A lo que íbamos. Con estómago rugiente asomé
las narices por ahí. Un chuflay (pisco nacional, hielo, Sprite y rodaja de limón)
como aperitivo a modo de espera. Hasta el clima acompañaba con cielo bastante
nublado pero sensatamente tibio. Al poco rato sirvieron los platos humeantes
del divino uchu, la sopa de dios por
el regusto y la del demonio por su laboriosa preparación. En la antigua Palca (la
comarca de los antepasados), hoy Independencia, era costumbre y todavía sigue
siendo, preparar en la festividad religiosa de Todos Santos dos platos
específicos: uchu y sopa de maní, que los familiares de un difunto solían
enviar a sus amistades en esos portaviandas de fierro enlozado, a la hora del
almuerzo. El otro día vi uno de esos trastos antiguos que todavía conservaba en
la base unas letras borrosas con la leyenda “Made in Czechoslovakia”, y casi
lagrimeo de emoción, pues de chico se me hacía agua la boca con sólo ver a cualquier
paisano llevando sus viandas a alguna parte. Creo que hasta adivinaba qué
comida llevaban escondida. Antes de que los dichosos tuppers chinos de plástico lo inundaran todo.

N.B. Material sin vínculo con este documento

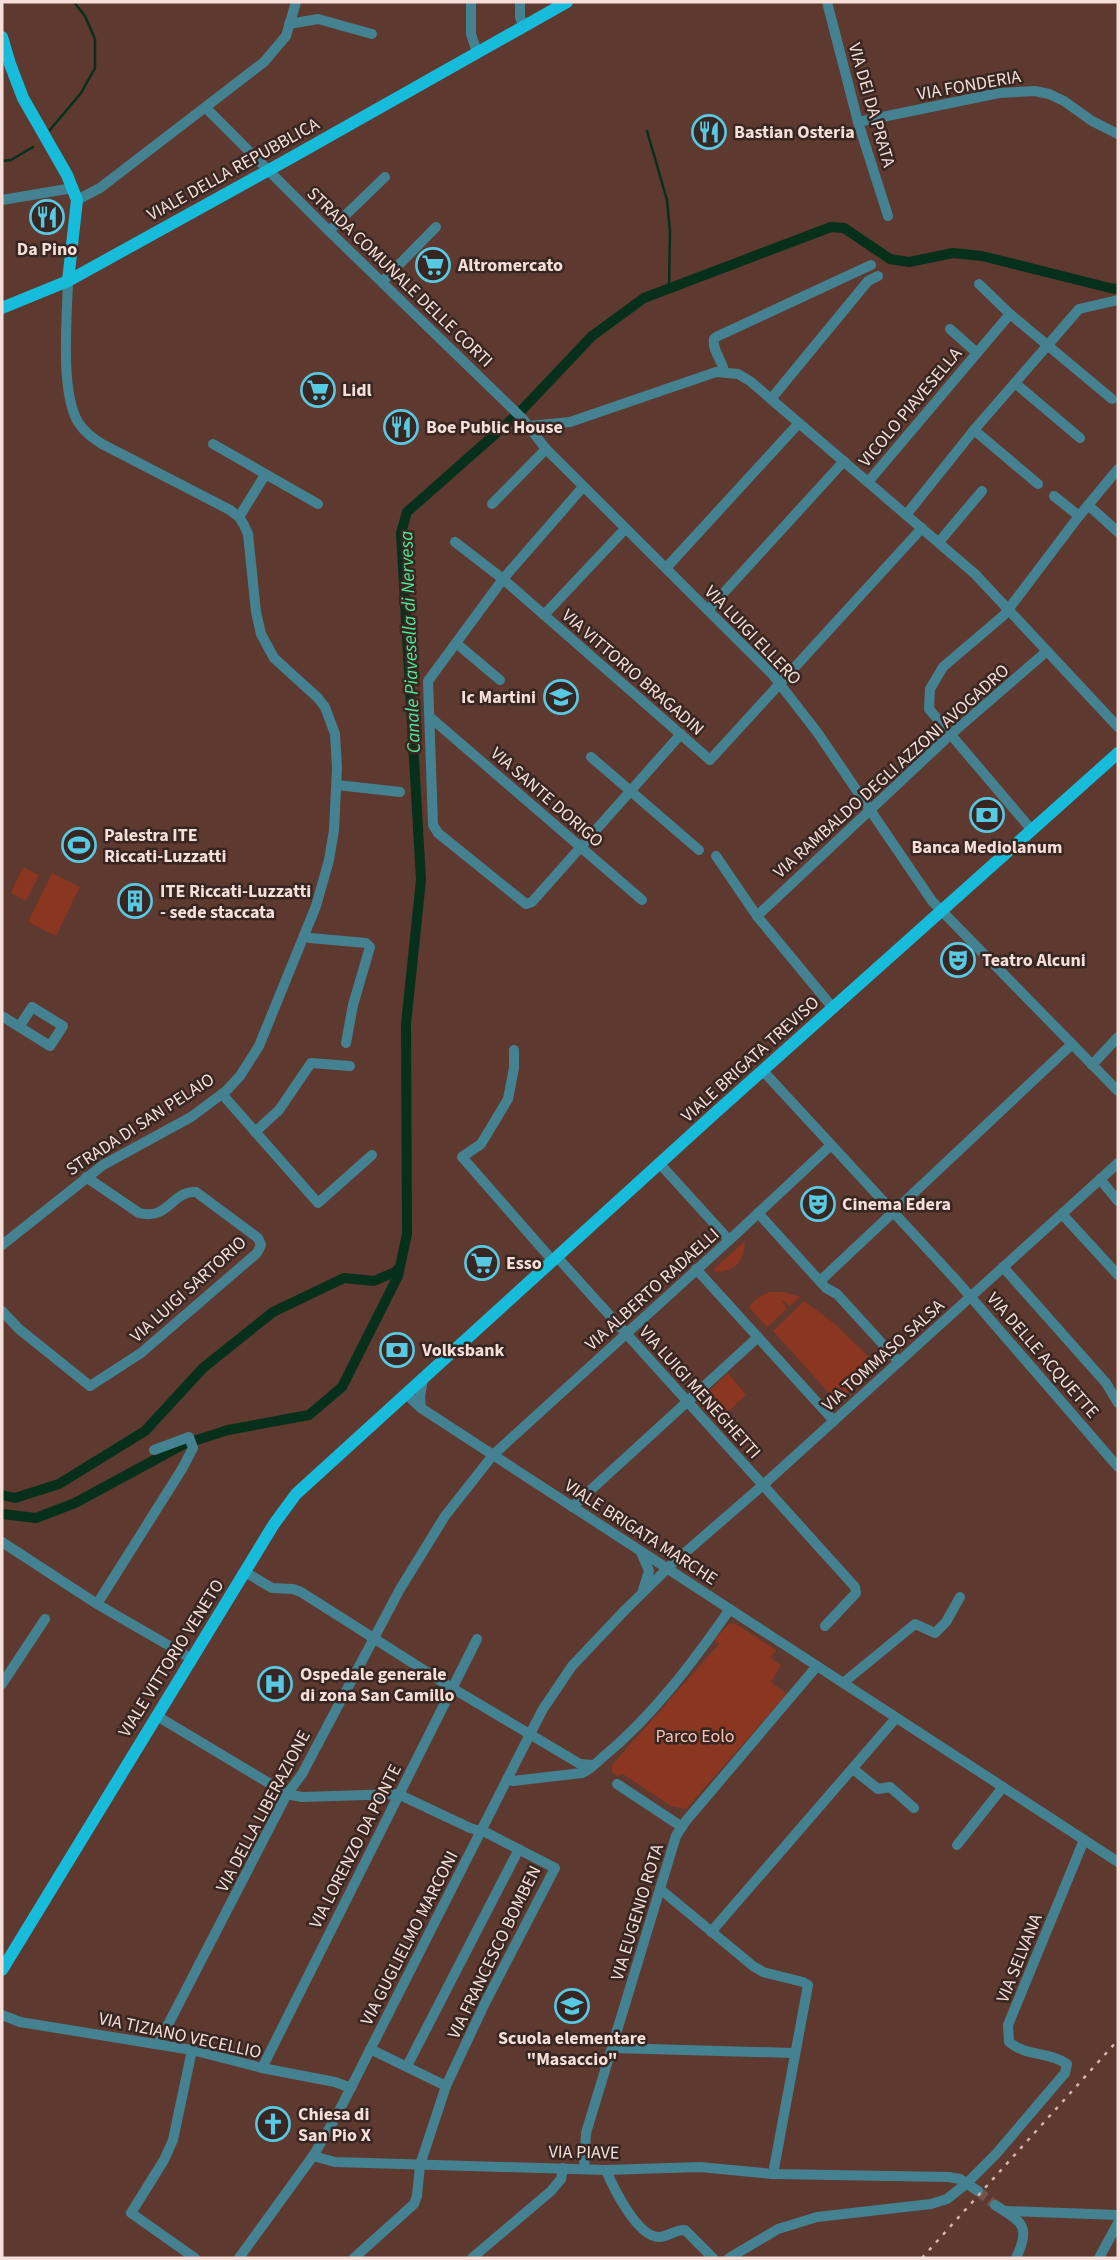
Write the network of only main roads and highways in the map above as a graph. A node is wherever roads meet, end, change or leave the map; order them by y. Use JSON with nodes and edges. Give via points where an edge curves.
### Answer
{"nodes":[{"id":1,"x":567,"y":2,"type":"edge"},
{"id":2,"x":2,"y":37,"type":"edge"},
{"id":3,"x":68,"y":281,"type":"junction"},
{"id":4,"x":2,"y":308,"type":"edge"},
{"id":5,"x":1118,"y":752,"type":"edge"},
{"id":6,"x":406,"y":1394,"type":"joint"},
{"id":7,"x":2,"y":1970,"type":"edge"}],
"edges":[{"from":1,"to":3,"type":"main road","name":"VIALE DELLA REPUBBLICA"},
{"from":2,"to":3,"type":"main road","via":[[23,99],[75,194]]},
{"from":3,"to":4,"type":"main road","name":"VIALE DELLA REPUBBLICA"},
{"from":5,"to":6,"type":"main road","name":"VIALE BRIGATA TREVISO"},
{"from":6,"to":7,"type":"main road","name":"VIALE VITTORIO VENETO","via":[[296,1494],[274,1524]]}]}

Los palqueños (nadie sabe si habrá que llamar
“independentinos” o “independencieros”, ni a nadie le preocupa) han extendido
la costumbre de cocinar el citado picante al tiempo que se manda celebrar la
misa de cabo de año del difunto, invitando a los participantes a un almuerzo a
modo de despedir el duelo. Curiosamente, por extraña razón, algunos vivos se festejan
el onomástico con este manjar destinado a la memoria de los muertitos. De ahí
que sorprendía doblemente el singular antojo del sobrino: el uchu palqueño es
sumamente picante, que prácticamente sólo los adultos lo degustan y además en
caliente, para mayor suplicio y copiosas sudoraciones de no pocos. En frio es
desagradable como cualquier otra sopa.
En los pueblos de Aiquile y Totora tienen un
preparado similar llamado Uchuku,
servido con guarnición de papas, arroz y chuño, podría decirse que se parece
bastante al picante de gallina. El uchu de Independencia es único, no admite
otros ingredientes secos. Es una roja y copiosa sopa servida con papas blancas
y bocadillos fritos de cebolla verde, zanahoria u otra hortaliza. Antes se preparaba
los rebozados con flor de ceibo, pero como este magnífico árbol ha ido
desapareciendo de los valles ya es cosa rarísima. Se imaginarán lo moroso que
era recoger del suelo cada florcilla, arrancar los pétalos y los estambres y
cocer en agua una y otra vez sus capas internas para quitarle el amargor antes
de rebozarlas en harina.
La preparación del ají es lo más tedioso del asunto,
pues comienza con el remojo de las vainas secas de ají colorado y posterior
molienda en batán hasta formar una pasta uniforme. Luego se procede a añadir
agua y caldo de vaca, y se hace hervir la mezcla por varias horas porque de lo
contrario sería muy dañino para la barriga,
aseguran los que saben. A intervalos se añade la phala (un preparado de harina negra de trigo) -y he ahí el secreto
artístico del cocinero, incluyendo otras especias-, poco a poco para evitar que
se formen grumos. Desde ya resulta agotador remover con el cucharón a ratos
para que el fondo no se pegue o queme. Para darle cierta consistencia se le
aumenta puñados de pan molido hasta dar con el espesor requerido. Aparte se
hace cocer la carne de res, chancho o pollo, según el gusto. Se sirve con
arvejas, papas blancas, perejil picado y el bocadillo frito de rigor bien
sumergido. A la mesa y a disfrutar. Yo me zampé dos sendos platazos; el segundo
recalentado al anochecer después de que la tarde se esfumó entre chuflays y evocación
de jugosas anécdotas palqueñas, en quechua; tal vez ya no lo hablo tan
fluidamente pero, ¡carajo!, cómo disfruto ese aire socarrón que tiene su fonética
(sigo pensando que el más sabroso legado de los incas es su lengua). Total,
pecar de glotón una vez al año no hace daño.